=== Section Start ===

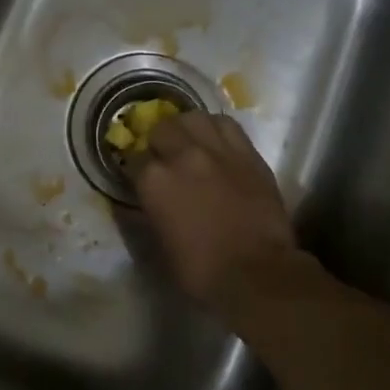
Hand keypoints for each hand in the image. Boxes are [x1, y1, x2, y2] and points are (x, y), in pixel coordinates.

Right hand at [130, 112, 307, 311]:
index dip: (136, 168)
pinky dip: (216, 129)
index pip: (134, 159)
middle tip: (165, 157)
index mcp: (154, 181)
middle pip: (162, 129)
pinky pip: (227, 125)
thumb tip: (142, 200)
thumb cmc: (200, 269)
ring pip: (194, 117)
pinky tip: (216, 142)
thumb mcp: (159, 244)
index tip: (140, 177)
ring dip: (186, 128)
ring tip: (190, 142)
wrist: (256, 272)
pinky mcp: (247, 153)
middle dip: (159, 142)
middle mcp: (182, 155)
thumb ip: (147, 212)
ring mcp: (218, 150)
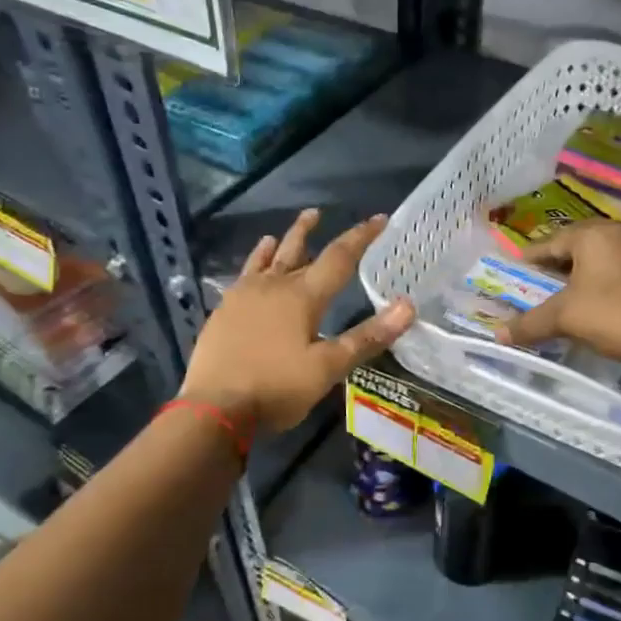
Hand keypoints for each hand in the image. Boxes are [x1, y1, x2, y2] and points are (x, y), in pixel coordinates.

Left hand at [180, 209, 415, 433]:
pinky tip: (253, 266)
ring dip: (283, 241)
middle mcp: (274, 287)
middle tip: (320, 212)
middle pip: (299, 251)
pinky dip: (254, 263)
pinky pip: (244, 276)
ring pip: (269, 259)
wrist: (212, 409)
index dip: (361, 237)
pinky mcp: (224, 312)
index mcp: (303, 297)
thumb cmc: (276, 388)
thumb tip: (408, 306)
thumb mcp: (328, 367)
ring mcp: (244, 297)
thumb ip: (367, 337)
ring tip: (286, 228)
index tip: (379, 218)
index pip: (339, 257)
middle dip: (314, 232)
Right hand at [498, 221, 620, 363]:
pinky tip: (597, 294)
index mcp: (594, 234)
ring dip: (583, 268)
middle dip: (559, 261)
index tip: (517, 268)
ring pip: (603, 253)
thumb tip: (497, 335)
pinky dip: (605, 275)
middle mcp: (620, 231)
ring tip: (566, 287)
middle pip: (579, 243)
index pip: (552, 242)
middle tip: (540, 278)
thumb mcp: (565, 318)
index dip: (532, 257)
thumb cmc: (611, 314)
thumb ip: (530, 322)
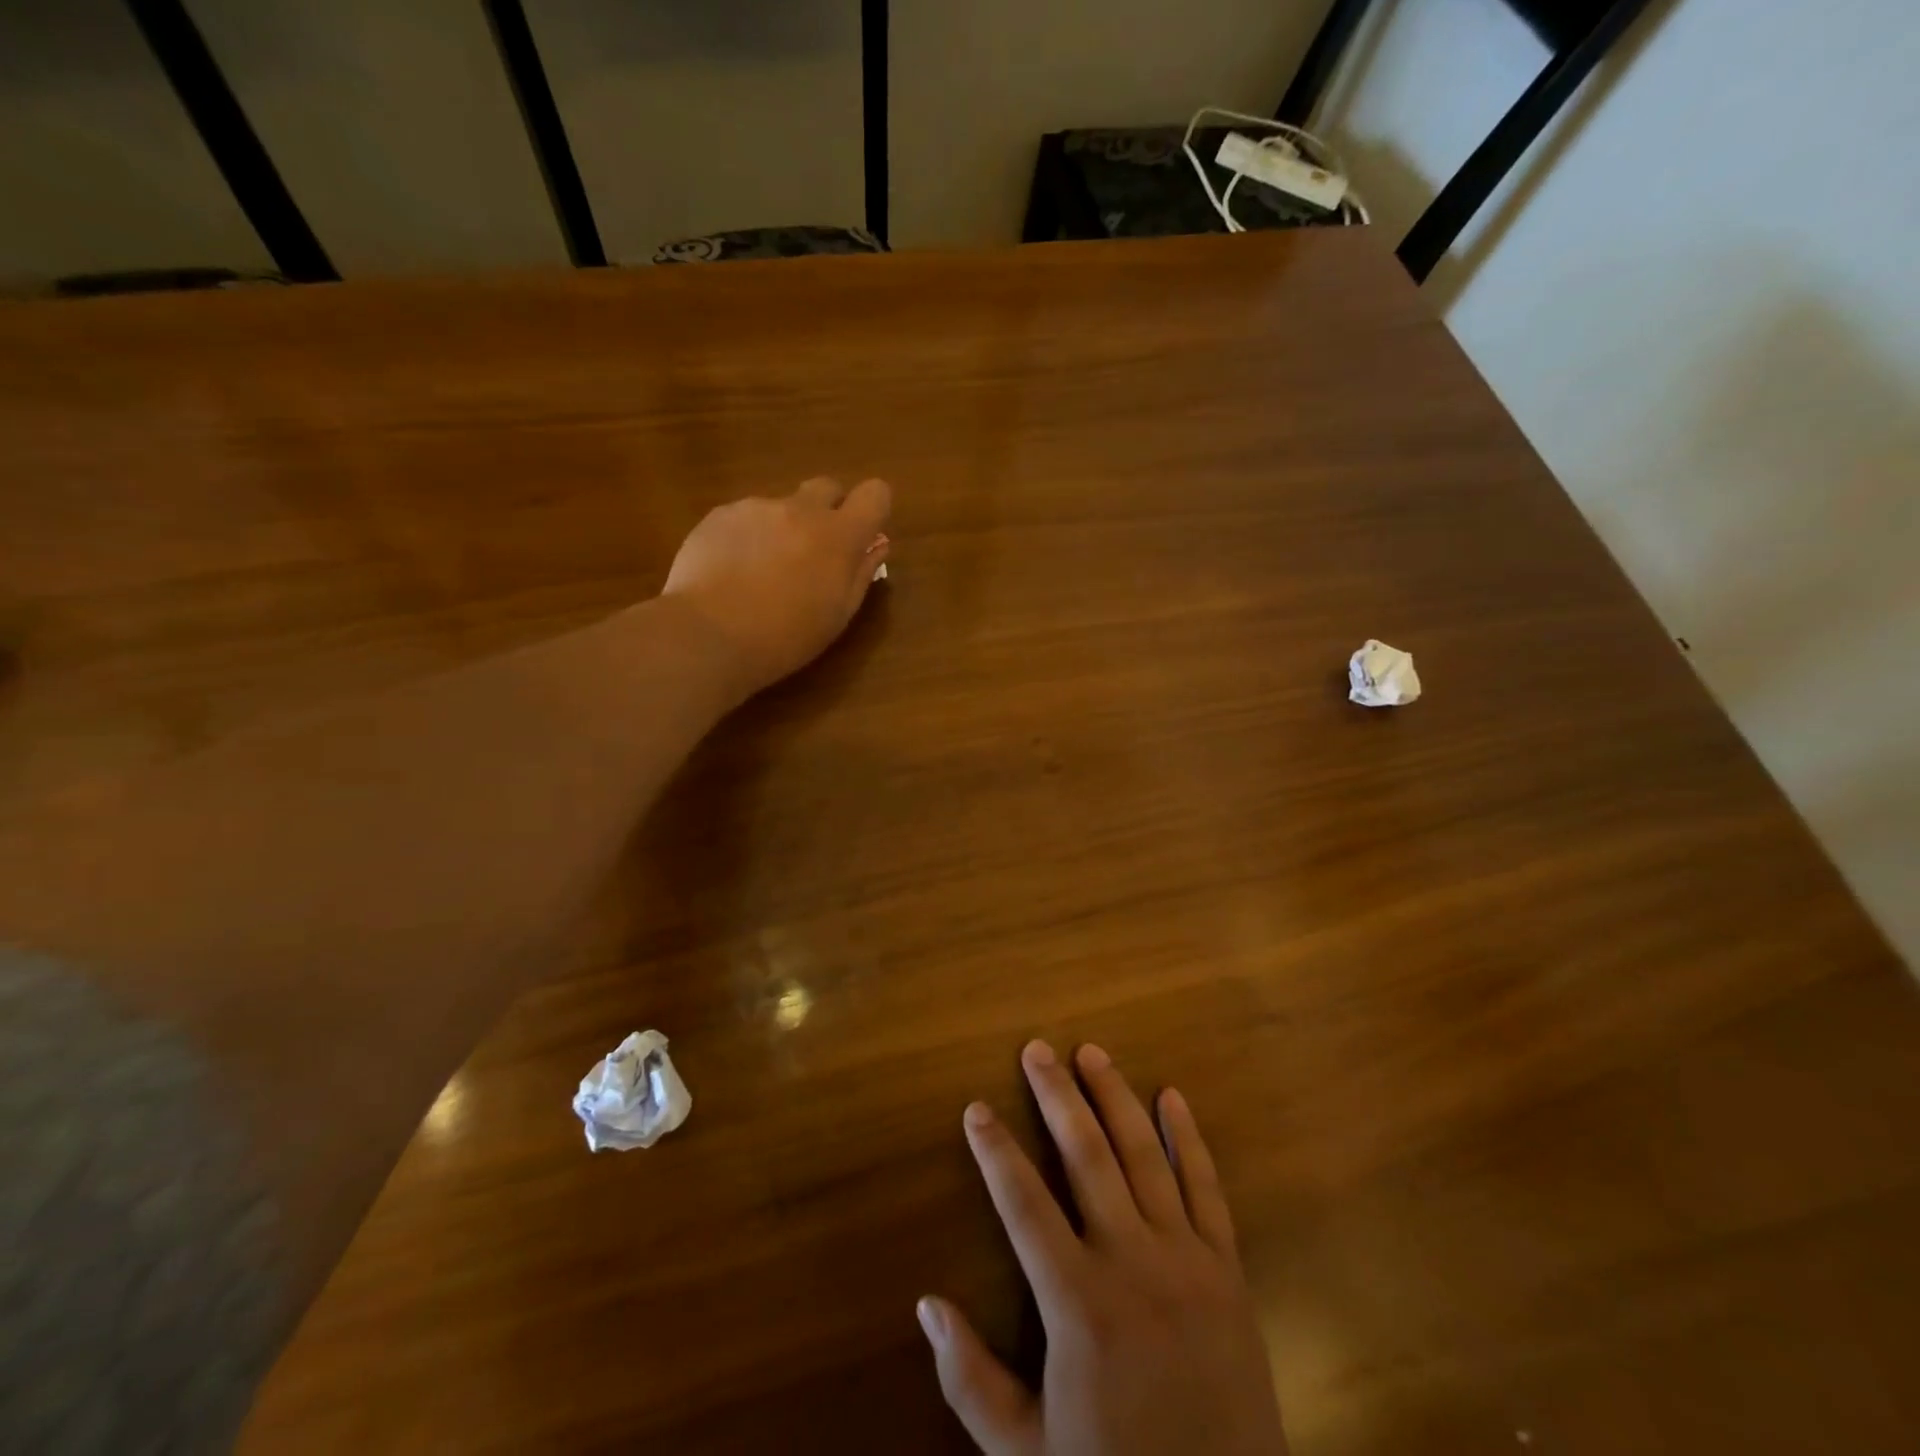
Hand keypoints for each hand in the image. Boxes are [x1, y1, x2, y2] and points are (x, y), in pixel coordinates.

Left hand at [661, 477, 891, 699]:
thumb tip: (876, 545)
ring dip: (783, 528)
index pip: (875, 493)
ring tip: (763, 573)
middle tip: (814, 553)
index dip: (873, 509)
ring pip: (782, 506)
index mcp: (839, 535)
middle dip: (828, 511)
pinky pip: (745, 517)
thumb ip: (861, 573)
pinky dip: (748, 537)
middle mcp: (800, 509)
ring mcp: (756, 508)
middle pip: (827, 487)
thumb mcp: (837, 615)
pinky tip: (732, 572)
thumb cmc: (785, 637)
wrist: (709, 635)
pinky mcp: (719, 514)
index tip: (862, 535)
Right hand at [920, 1042, 1287, 1455]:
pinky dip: (1188, 1138)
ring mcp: (1186, 1260)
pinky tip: (1172, 1099)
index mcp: (1078, 1303)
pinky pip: (1207, 1189)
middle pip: (1086, 1156)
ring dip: (1115, 1098)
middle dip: (1056, 1096)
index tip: (976, 1108)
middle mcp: (1131, 1262)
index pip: (1023, 1203)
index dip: (995, 1152)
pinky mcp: (1228, 1271)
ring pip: (1144, 1156)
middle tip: (1036, 1049)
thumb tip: (926, 1303)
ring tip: (1091, 1053)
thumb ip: (970, 1379)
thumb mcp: (1025, 1454)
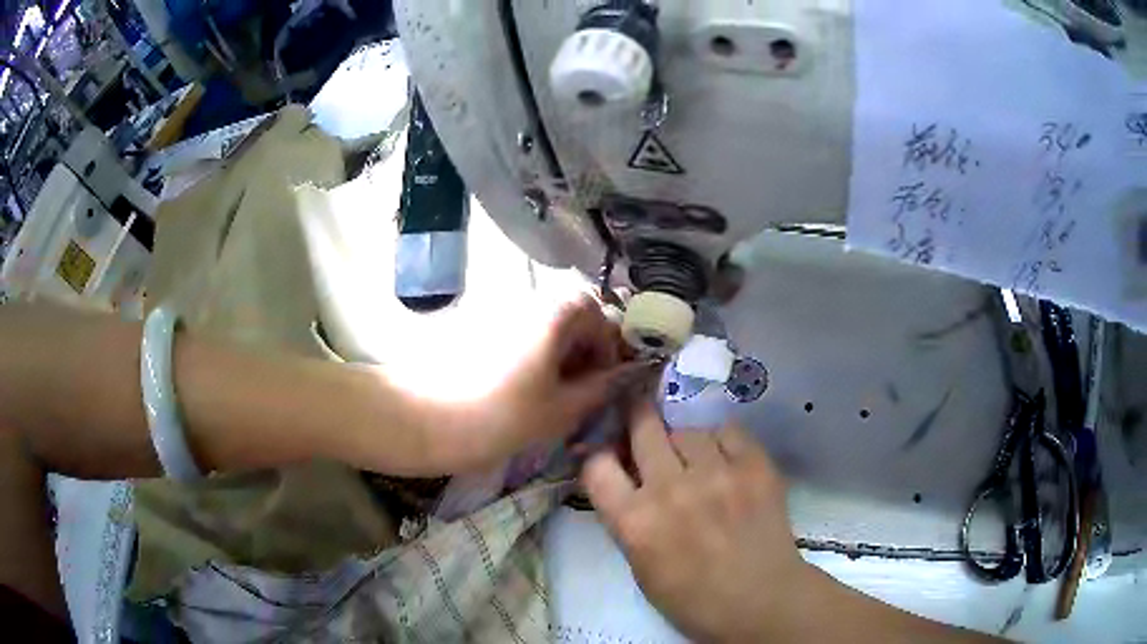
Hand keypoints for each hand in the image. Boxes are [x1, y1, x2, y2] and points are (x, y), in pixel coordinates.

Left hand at [452, 296, 641, 468]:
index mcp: (554, 312)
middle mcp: (527, 300)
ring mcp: (496, 311)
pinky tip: (520, 390)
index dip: (608, 349)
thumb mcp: (560, 410)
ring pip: (543, 328)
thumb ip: (601, 389)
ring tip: (550, 397)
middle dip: (583, 352)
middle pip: (570, 316)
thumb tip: (627, 376)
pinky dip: (530, 357)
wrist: (420, 419)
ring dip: (557, 356)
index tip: (603, 384)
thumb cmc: (498, 416)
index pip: (599, 315)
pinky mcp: (474, 327)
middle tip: (578, 393)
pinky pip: (517, 334)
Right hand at [582, 401, 811, 642]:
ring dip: (685, 444)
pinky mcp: (754, 466)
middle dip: (638, 422)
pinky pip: (728, 431)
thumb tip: (626, 480)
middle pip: (642, 426)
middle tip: (646, 428)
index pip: (597, 464)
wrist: (762, 601)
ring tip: (698, 465)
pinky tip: (727, 464)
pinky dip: (722, 443)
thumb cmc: (693, 599)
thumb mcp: (641, 568)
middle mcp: (670, 490)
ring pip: (687, 429)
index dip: (602, 456)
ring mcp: (716, 474)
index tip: (613, 456)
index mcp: (635, 523)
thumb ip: (628, 520)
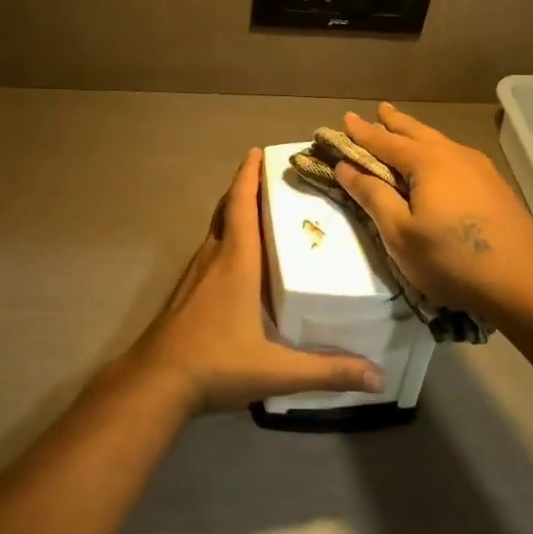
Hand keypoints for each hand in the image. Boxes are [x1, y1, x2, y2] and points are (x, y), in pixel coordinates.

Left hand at [129, 149, 383, 413]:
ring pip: (215, 231)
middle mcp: (213, 258)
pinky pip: (209, 251)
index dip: (248, 176)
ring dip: (234, 214)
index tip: (257, 152)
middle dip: (245, 189)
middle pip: (227, 211)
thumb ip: (326, 371)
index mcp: (235, 262)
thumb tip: (377, 376)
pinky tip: (239, 261)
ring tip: (262, 213)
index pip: (242, 205)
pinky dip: (225, 239)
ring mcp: (194, 275)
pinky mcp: (185, 292)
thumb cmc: (215, 363)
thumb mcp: (276, 370)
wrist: (156, 382)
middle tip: (270, 179)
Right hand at [334, 102, 532, 324]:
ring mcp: (479, 168)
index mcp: (426, 162)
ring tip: (405, 130)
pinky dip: (436, 150)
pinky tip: (440, 161)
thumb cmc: (452, 258)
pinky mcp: (494, 186)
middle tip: (380, 110)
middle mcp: (452, 154)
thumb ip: (372, 196)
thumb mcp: (400, 233)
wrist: (526, 280)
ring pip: (439, 141)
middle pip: (416, 132)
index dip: (362, 132)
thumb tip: (345, 167)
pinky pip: (455, 155)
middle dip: (394, 123)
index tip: (344, 119)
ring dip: (417, 134)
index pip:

=== Section End ===

» **What you will do**
Check each line above for the string "Left" and show the ones that have it.

» **Reply**
Left hand at [180, 209, 415, 433]:
Left hand at [661, 477, 891, 699]:
Left hand at [452, 296, 641, 468]:
Left hand at [129, 149, 383, 413]:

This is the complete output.